> [What the task requires]: Take every line from the data that has the word "Islas" in it.

> [Excerpted records]:
- - - -

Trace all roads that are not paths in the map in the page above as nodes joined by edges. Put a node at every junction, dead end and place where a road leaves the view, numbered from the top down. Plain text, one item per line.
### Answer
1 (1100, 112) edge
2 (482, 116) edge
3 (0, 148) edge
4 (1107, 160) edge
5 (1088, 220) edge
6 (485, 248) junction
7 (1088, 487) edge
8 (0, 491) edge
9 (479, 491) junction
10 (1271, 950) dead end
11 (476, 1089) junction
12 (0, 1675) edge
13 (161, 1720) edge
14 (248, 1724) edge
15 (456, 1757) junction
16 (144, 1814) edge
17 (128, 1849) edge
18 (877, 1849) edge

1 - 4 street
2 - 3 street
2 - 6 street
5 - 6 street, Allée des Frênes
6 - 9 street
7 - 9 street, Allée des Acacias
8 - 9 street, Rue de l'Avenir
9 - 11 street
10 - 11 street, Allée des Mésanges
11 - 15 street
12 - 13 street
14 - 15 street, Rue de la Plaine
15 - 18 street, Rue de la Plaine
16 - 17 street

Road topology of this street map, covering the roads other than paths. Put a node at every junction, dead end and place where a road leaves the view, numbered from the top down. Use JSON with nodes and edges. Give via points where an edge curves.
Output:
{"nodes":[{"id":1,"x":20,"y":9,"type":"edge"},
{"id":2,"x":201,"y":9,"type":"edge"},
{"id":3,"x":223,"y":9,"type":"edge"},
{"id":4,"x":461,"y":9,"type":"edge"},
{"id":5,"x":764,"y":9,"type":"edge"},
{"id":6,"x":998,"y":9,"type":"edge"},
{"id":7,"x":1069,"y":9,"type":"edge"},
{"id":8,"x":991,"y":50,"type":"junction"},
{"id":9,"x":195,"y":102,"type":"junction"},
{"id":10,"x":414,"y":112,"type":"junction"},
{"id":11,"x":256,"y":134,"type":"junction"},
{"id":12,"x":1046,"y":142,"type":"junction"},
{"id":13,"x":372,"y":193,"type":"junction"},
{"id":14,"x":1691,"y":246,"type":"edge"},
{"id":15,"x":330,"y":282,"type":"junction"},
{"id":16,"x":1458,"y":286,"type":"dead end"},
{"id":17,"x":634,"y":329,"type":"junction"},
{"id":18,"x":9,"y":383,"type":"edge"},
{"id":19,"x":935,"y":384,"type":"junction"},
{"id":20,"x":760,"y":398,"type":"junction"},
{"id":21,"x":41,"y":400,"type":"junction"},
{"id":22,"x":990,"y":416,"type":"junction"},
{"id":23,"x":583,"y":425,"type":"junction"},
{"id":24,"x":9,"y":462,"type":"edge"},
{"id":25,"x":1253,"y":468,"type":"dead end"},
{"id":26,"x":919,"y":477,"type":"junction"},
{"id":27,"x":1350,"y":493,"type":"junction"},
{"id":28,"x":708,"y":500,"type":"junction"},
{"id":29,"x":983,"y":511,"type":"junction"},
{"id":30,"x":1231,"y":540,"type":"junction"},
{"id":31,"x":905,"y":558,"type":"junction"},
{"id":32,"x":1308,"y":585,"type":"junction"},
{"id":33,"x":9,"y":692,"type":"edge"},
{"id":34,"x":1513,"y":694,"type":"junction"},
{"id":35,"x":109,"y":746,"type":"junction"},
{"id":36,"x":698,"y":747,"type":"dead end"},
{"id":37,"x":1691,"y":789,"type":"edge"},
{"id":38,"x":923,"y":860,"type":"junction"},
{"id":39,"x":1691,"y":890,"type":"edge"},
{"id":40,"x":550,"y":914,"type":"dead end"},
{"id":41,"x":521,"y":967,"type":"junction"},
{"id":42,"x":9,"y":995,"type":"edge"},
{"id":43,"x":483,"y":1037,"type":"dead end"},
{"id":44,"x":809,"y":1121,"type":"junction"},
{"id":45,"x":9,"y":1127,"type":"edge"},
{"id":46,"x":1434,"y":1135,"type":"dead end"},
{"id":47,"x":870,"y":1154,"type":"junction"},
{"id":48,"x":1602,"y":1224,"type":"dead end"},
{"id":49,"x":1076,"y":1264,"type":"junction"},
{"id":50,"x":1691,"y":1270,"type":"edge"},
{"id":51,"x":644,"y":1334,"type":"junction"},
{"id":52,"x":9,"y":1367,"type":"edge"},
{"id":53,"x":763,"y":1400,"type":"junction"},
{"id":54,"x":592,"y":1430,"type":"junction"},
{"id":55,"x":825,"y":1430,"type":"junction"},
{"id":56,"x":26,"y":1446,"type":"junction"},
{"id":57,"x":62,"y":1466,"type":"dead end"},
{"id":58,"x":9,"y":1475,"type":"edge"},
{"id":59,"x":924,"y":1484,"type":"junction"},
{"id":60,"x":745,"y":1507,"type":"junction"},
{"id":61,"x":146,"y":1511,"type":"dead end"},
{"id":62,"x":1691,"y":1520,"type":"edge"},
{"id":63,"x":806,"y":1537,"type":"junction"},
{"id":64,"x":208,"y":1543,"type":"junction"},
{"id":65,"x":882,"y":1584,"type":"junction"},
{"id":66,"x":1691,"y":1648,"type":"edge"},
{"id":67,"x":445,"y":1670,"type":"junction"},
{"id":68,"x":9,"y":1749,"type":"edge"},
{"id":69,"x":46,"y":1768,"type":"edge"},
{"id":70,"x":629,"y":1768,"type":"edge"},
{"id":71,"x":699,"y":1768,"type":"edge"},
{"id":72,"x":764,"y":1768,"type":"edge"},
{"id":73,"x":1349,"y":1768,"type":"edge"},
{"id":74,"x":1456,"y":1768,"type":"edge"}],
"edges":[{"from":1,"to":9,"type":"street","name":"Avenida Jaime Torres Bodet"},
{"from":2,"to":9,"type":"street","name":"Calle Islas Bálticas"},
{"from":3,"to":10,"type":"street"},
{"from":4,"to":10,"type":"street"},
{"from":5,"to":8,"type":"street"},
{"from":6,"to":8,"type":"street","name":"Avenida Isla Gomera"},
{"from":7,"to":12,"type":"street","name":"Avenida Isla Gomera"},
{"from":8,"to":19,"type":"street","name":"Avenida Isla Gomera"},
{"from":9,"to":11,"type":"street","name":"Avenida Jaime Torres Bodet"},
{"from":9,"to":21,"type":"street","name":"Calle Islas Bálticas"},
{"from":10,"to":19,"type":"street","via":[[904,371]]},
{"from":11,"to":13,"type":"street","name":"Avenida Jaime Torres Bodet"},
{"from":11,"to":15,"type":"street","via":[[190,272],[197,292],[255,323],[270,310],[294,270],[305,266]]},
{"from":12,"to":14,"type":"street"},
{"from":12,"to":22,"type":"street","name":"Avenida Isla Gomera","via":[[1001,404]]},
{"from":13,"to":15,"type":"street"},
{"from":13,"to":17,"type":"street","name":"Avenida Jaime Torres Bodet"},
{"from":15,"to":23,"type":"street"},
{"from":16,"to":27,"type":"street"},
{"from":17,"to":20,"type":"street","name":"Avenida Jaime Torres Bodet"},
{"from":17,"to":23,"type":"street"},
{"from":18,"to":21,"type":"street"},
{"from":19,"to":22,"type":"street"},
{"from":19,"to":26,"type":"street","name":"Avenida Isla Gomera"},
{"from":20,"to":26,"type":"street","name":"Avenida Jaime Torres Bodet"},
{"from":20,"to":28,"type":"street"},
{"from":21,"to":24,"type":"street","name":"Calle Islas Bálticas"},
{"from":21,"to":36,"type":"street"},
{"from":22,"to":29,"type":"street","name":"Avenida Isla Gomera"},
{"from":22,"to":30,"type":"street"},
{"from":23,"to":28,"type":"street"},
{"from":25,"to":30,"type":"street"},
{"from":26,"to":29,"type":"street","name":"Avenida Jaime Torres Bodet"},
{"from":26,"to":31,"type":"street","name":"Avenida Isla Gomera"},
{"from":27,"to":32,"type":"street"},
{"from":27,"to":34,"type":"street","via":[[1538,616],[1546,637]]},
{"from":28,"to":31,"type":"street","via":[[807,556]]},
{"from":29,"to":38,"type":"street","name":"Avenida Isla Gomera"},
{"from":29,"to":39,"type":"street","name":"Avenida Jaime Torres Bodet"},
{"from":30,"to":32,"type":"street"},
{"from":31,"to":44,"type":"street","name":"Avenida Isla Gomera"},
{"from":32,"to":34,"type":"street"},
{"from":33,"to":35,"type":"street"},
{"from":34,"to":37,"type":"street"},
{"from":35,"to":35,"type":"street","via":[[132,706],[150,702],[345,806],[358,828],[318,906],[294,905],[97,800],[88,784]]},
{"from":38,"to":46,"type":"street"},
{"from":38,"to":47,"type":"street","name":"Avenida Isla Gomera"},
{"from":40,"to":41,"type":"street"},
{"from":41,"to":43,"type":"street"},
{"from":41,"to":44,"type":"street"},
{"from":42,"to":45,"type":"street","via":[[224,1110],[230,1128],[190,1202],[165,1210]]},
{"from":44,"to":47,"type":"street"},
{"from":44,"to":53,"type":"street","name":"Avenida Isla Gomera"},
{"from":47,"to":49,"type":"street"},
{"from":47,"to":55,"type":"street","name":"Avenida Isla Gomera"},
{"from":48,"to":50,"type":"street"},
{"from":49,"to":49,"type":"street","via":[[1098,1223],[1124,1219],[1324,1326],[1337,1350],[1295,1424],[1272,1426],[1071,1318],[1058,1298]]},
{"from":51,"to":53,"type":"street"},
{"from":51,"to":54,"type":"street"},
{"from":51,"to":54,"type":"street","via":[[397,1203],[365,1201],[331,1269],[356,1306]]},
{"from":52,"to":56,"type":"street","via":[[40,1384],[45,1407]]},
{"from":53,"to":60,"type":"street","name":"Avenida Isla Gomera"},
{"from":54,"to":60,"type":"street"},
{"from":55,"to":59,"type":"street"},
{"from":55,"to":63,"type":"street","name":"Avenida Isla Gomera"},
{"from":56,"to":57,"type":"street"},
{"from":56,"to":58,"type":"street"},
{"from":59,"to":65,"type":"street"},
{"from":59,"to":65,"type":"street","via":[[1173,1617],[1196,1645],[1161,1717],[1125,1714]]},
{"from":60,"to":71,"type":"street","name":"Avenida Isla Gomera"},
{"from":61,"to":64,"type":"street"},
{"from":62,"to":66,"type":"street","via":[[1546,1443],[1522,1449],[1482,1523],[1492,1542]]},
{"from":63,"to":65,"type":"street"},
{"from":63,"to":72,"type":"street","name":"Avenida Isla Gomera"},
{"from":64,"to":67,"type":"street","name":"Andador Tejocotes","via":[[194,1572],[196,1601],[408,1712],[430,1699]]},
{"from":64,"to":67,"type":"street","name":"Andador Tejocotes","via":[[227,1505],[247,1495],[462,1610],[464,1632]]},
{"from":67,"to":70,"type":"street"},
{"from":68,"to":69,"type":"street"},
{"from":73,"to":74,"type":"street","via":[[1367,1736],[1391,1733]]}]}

- - - -

> [Output of the task]:
{"from":2,"to":9,"type":"street","name":"Calle Islas Bálticas"},
{"from":9,"to":21,"type":"street","name":"Calle Islas Bálticas"},
{"from":21,"to":24,"type":"street","name":"Calle Islas Bálticas"},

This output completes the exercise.